• EXERCISE PROMPT: Find every line in the records below that contains the word "府中街道", and copy each such line.

(Records from a collection)
════════════════════

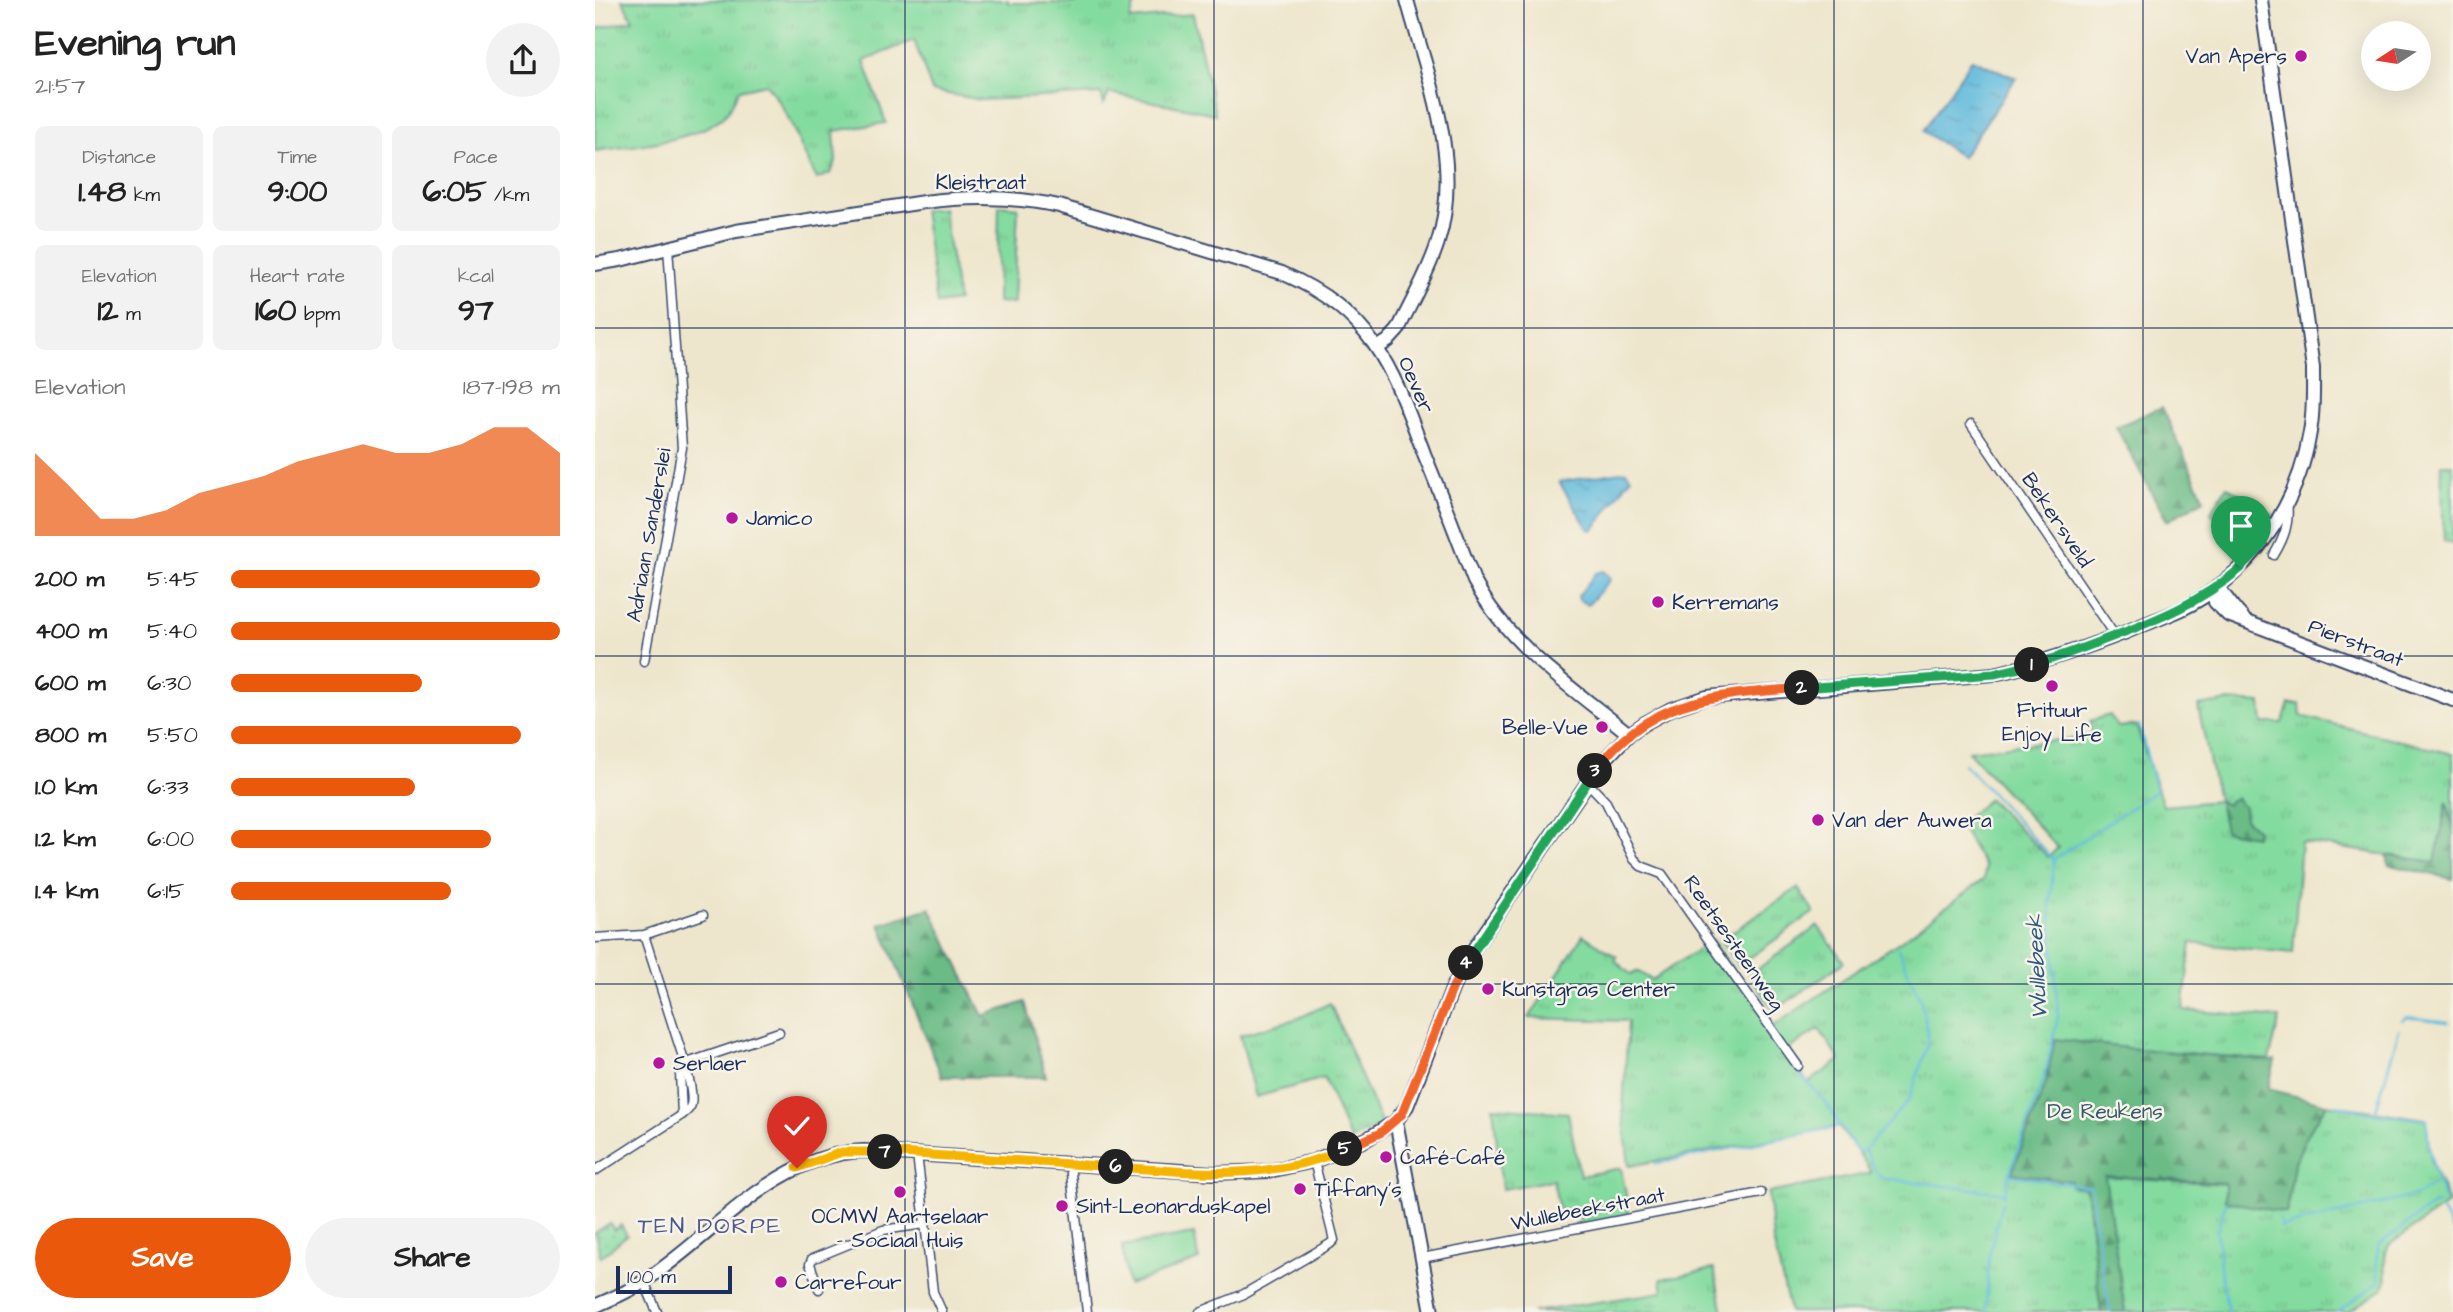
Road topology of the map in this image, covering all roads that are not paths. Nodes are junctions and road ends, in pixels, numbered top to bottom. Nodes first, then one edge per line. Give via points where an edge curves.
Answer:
1 (1407, 0) edge
2 (2261, 0) edge
3 (668, 247) junction
4 (595, 264) edge
5 (1377, 348) junction
6 (1971, 424) dead end
7 (2287, 503) junction
8 (2274, 555) dead end
9 (2218, 594) junction
10 (2115, 636) junction
11 (644, 661) dead end
12 (2453, 700) edge
13 (1629, 734) junction
14 (1587, 782) junction
15 (703, 915) dead end
16 (644, 935) junction
17 (595, 938) edge
18 (779, 1032) dead end
19 (684, 1064) junction
20 (1798, 1066) dead end
21 (1396, 1121) junction
22 (917, 1154) junction
23 (1314, 1161) junction
24 (1070, 1165) junction
25 (595, 1171) edge
26 (1761, 1193) dead end
27 (925, 1224) junction
28 (1422, 1258) junction
29 (644, 1281) junction
30 (818, 1289) dead end
31 (595, 1306) edge
32 (657, 1312) edge
33 (942, 1312) edge
34 (1087, 1312) edge
35 (1200, 1312) edge
36 (1432, 1312) edge

1 - 5 street, Oever via 1440,124 1448,174 1447,208 1438,245 1398,330
2 - 7 street via 2313,369 2308,442
3 - 4 street, Kleistraat
3 - 5 street, Kleistraat via 736,231 923,202 1021,198 1282,273 1336,303
3 - 11 street, Adriaan Sanderslei via 682,448
5 - 13 street, Oever via 1396,380 1474,581 1490,609 1526,650
6 - 10 street, Bekersveld
7 - 8 street via 2289,519
7 - 9 street via 2259,547
9 - 10 street
9 - 12 street, Pierstraat via 2228,615
10 - 13 street via 2048,661 1994,674 1707,697 1671,709
13 - 14 street
14 - 20 street, Reetsesteenweg via 1605,802 1634,859 1662,874
14 - 21 street via 1475,947 1453,987 1407,1106
15 - 16 street
16 - 17 street
16 - 19 street
18 - 19 street
19 - 25 street via 680,1073 682,1115
21 - 23 street
21 - 28 street
22 - 24 street
22 - 27 street
22 - 29 street via 842,1152 797,1168
23 - 24 street via 1237,1173
23 - 35 street via 1334,1240 1331,1244 1244,1294
24 - 34 street
26 - 28 street, Wullebeekstraat
27 - 30 street via 883,1230 812,1259
27 - 33 street via 933,1292
28 - 36 street
29 - 31 street
29 - 32 street

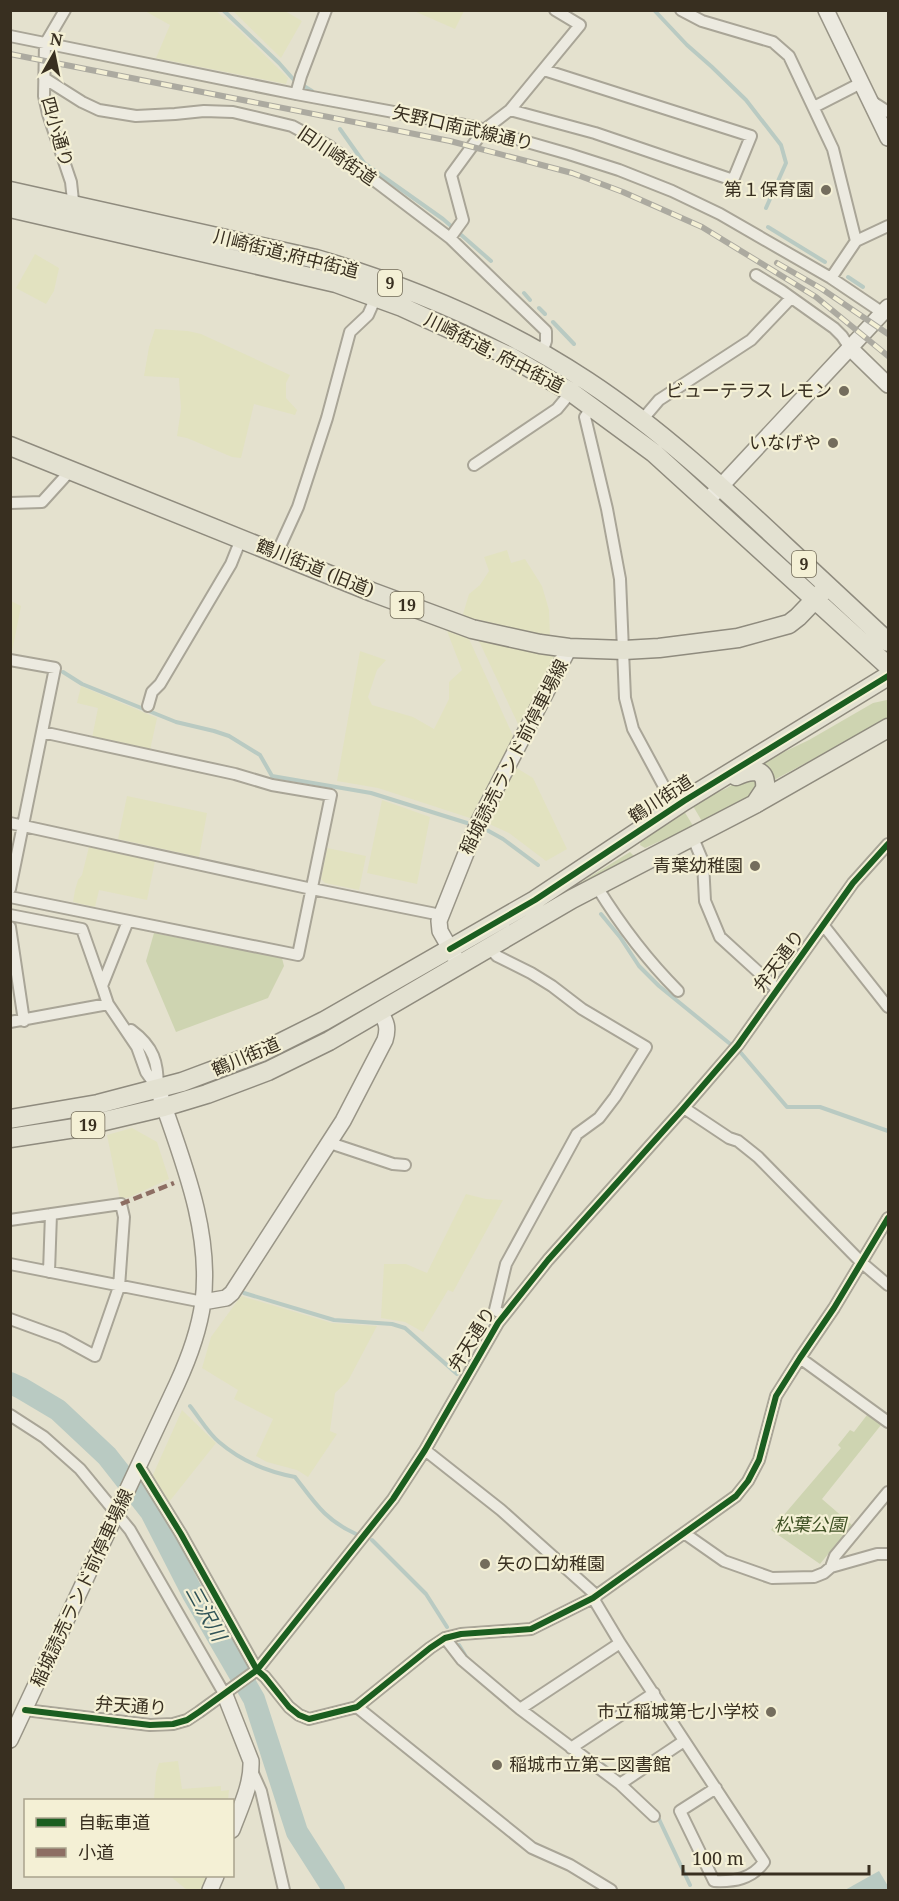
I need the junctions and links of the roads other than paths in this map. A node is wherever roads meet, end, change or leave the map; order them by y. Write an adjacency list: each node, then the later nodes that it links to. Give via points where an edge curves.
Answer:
1 (65, 10): 7 (street, 四小通り)
2 (326, 10): 11 (street)
3 (555, 10): 8 (street, via 580,25)
4 (681, 10): 13 (street, via 702,21 773,42 789,57)
5 (826, 10): 10 (main road)
6 (10, 36): 7 (street, 矢野口南武線通り)
7 (45, 44): 9 (street, 四小通り); 11 (street, 矢野口南武線通り)
8 (544, 70): 14 (street); 14 (street, via 752,136 733,180 595,133)
9 (44, 78): 20 (street, 四小通り, via 48,114 73,190); 22 (street, 旧川崎街道, via 99,110 136,116 233,112 292,126 329,146)
10 (861, 84): 12 (main road); 13 (street)
11 (298, 85): 16 (street, 矢野口南武線通り)
12 (871, 101): 15 (street); 17 (main road)
13 (814, 107): 23 (street, via 833,148)
14 (510, 110): 16 (street)
15 (888, 112)
16 (484, 130): 22 (street, via 451,175 463,220); 25 (street, 矢野口南武線通り, via 619,170 672,191 748,229)
17 (888, 138)
18 (10, 191): 20 (main road, 川崎街道;府中街道 / 9)
19 (10, 208): 20 (main road, 川崎街道; 府中街道 / 9)
20 (74, 214): 26 (main road, 川崎街道; 府中街道 / 9); 30 (main road, 川崎街道;府中街道 / 9, via 316,259 365,273 454,309)
21 (888, 226): 23 (street)
22 (450, 238): 30 (street, 旧川崎街道, via 546,332)
23 (856, 241): 25 (street)
24 (756, 275): 27 (street)
25 (831, 278): 28 (street, 矢野口南武線通り)
26 (376, 297): 30 (main road, 川崎街道; 府中街道 / 9, via 476,340); 42 (street, via 368,315 350,332 298,507)
27 (791, 298): 29 (street, via 834,328); 34 (street, via 751,340 659,400)
28 (886, 310): 29 (main road)
29 (850, 348): 31 (main road); 38 (main road)
30 (538, 361): 32 (main road, 川崎街道; 府中街道 / 9); 34 (main road, 川崎街道;府中街道 / 9, via 589,382)
31 (888, 385)
32 (571, 392): 33 (main road, 川崎街道; 府中街道 / 9); 36 (street, via 557,409)
33 (592, 407): 39 (main road, 川崎街道; 府中街道 / 9); 46 (street, via 585,417 620,579)
34 (642, 420): 38 (main road, 川崎街道;府中街道 / 9)
35 (10, 446): 37 (main road, 鶴川街道 (旧道) / 19)
36 (474, 465)
37 (71, 470): 40 (street, via 42,502); 41 (main road, 鶴川街道 (旧道) / 19)
38 (721, 486): 39 (main road); 43 (main road, 9)
39 (708, 500): 43 (main road, 川崎街道; 府中街道 / 9)
40 (10, 503)
41 (241, 539): 42 (main road, 鶴川街道 (旧道) / 19); 50 (street, via 231,564 152,692)
42 (277, 554): 45 (main road, 鶴川街道 (旧道) / 19, via 472,629)
43 (822, 592): 44 (main road, 9); 46 (main road, 鶴川街道 (旧道) / 19, via 789,624 738,638); 48 (main road, 川崎街道; 府中街道 / 9)
44 (888, 642)
45 (569, 648): 46 (main road, 鶴川街道 (旧道) / 19); 66 (main road, 稲城読売ランド前停車場線, via 481,817)
46 (624, 650): 55 (street, via 625,698 633,729)
47 (10, 660): 52 (street, via 55,668)
48 (888, 666)
49 (888, 676): 53 (main road, 鶴川街道 / 19)
50 (148, 706)
51 (888, 728): 54 (main road, 鶴川街道 / 19)
52 (42, 732): 57 (street); 63 (street, via 331,795)
53 (691, 797): 54 (main road, via 744,772 756,771 766,784); 55 (main road, 鶴川街道 / 19)
54 (755, 804): 59 (main road, 鶴川街道 / 19)
55 (675, 807): 58 (main road, 鶴川街道 / 19)
56 (10, 823): 57 (street)
57 (23, 826): 62 (street); 63 (street)
58 (639, 831): 59 (main road, via 634,843 641,854); 71 (main road, 鶴川街道 / 19, via 535,900)
59 (693, 837): 61 (main road, 鶴川街道 / 19); 75 (street, via 703,862 705,901 720,937)
60 (888, 843): 68 (street, 弁天通り, via 853,883)
61 (597, 887): 70 (main road, 鶴川街道 / 19); 76 (street, via 659,972)
62 (10, 889)
63 (312, 889): 66 (street); 67 (street, via 298,955)
64 (10, 897): 67 (street)
65 (10, 915): 74 (street, via 82,929)
66 (441, 915): 71 (main road, via 440,931)
67 (128, 921): 74 (street)
68 (824, 926): 75 (street, 弁天通り); 78 (street)
69 (10, 927): 73 (street)
70 (489, 948): 72 (main road, 鶴川街道 / 19); 98 (street, via 646,1047 599,1118 577,1134 506,1264 495,1310)
71 (450, 949): 72 (main road); 82 (main road, 鶴川街道 / 19, via 324,1022 262,1052)
72 (459, 965): 79 (main road, 鶴川街道 / 19)
73 (13, 971): 80 (street)
74 (102, 986): 77 (street)
75 (777, 988): 84 (street, 弁天通り, via 738,1045)
76 (678, 991)
77 (108, 1004): 80 (street); 82 (street, via 145,1042 154,1057)
78 (888, 1007)
79 (380, 1011): 83 (main road, 鶴川街道 / 19, via 267,1071); 87 (main road, via 387,1024 385,1040)
80 (24, 1021): 81 (street)
81 (10, 1022)
82 (158, 1089): 83 (main road, 稲城読売ランド前停車場線); 85 (main road, 鶴川街道 / 19)
83 (164, 1107): 86 (main road, 鶴川街道 / 19, via 75,1128); 97 (main road, 稲城読売ランド前停車場線, via 198,1218)
84 (684, 1108): 92 (street, via 758,1157); 98 (street, 弁天通り, via 548,1260)
85 (10, 1119)
86 (10, 1138)
87 (330, 1143): 88 (street); 97 (main road, via 231,1293 226,1298)
88 (405, 1165)
89 (51, 1214): 91 (street); 94 (street); 96 (street, via 121,1204 124,1217)
90 (888, 1218): 92 (street)
91 (10, 1220)
92 (861, 1262): 95 (street); 100 (street)
93 (10, 1264): 94 (street)
94 (49, 1272): 96 (street)
95 (888, 1285)
96 (119, 1287): 97 (street); 99 (street, via 95,1356 62,1338)
97 (203, 1302): 104 (main road, 稲城読売ランド前停車場線, via 187,1361)
98 (504, 1316): 103 (street, 弁天通り)
99 (10, 1319)
100 (800, 1358): 102 (street); 107 (street, via 776,1396 759,1460 748,1481 736,1496)
101 (10, 1415): 106 (street, via 45,1437)
102 (888, 1422)
103 (425, 1450): 110 (street, via 501,1510); 113 (street, 弁天通り, via 363,1539)
104 (138, 1469): 106 (main road, 稲城読売ランド前停車場線); 113 (street, via 180,1534)
105 (888, 1492): 109 (street, via 835,1556)
106 (120, 1509): 115 (street); 118 (main road, 稲城読売ランド前停車場線)
107 (684, 1533): 109 (street, via 724,1561 772,1578 814,1577); 110 (street)
108 (888, 1554): 109 (street)
109 (831, 1567)
110 (595, 1597): 111 (street, via 531,1629); 112 (street)
111 (445, 1638): 116 (street); 117 (street, via 462,1660)
112 (620, 1643): 114 (street); 117 (street)
113 (257, 1670): 115 (street, 弁天通り); 116 (street, via 290,1707 309,1719)
114 (654, 1694): 120 (street); 121 (street)
115 (225, 1695): 118 (street, 弁天通り, via 173,1725); 122 (main road)
116 (357, 1707): 128 (street, via 532,1848)
117 (520, 1709): 121 (street)
118 (25, 1710): 119 (main road, 稲城読売ランド前停車場線)
119 (10, 1740)
120 (684, 1741): 123 (street); 124 (street)
121 (571, 1748): 123 (street)
122 (252, 1771): 126 (main road); 127 (street, via 261,1791)
123 (620, 1784): 125 (street)
124 (716, 1788): 124 (street, via 680,1811 714,1881 736,1881 758,1871 764,1862)
125 (654, 1816)
126 (234, 1824)
127 (284, 1890)
128 (611, 1890)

════════════════════

• WRITTEN SOLUTION:
18 (10, 191): 20 (main road, 川崎街道;府中街道 / 9)
19 (10, 208): 20 (main road, 川崎街道; 府中街道 / 9)
20 (74, 214): 26 (main road, 川崎街道; 府中街道 / 9); 30 (main road, 川崎街道;府中街道 / 9, via 316,259 365,273 454,309)
26 (376, 297): 30 (main road, 川崎街道; 府中街道 / 9, via 476,340); 42 (street, via 368,315 350,332 298,507)
30 (538, 361): 32 (main road, 川崎街道; 府中街道 / 9); 34 (main road, 川崎街道;府中街道 / 9, via 589,382)
32 (571, 392): 33 (main road, 川崎街道; 府中街道 / 9); 36 (street, via 557,409)
33 (592, 407): 39 (main road, 川崎街道; 府中街道 / 9); 46 (street, via 585,417 620,579)
34 (642, 420): 38 (main road, 川崎街道;府中街道 / 9)
39 (708, 500): 43 (main road, 川崎街道; 府中街道 / 9)
43 (822, 592): 44 (main road, 9); 46 (main road, 鶴川街道 (旧道) / 19, via 789,624 738,638); 48 (main road, 川崎街道; 府中街道 / 9)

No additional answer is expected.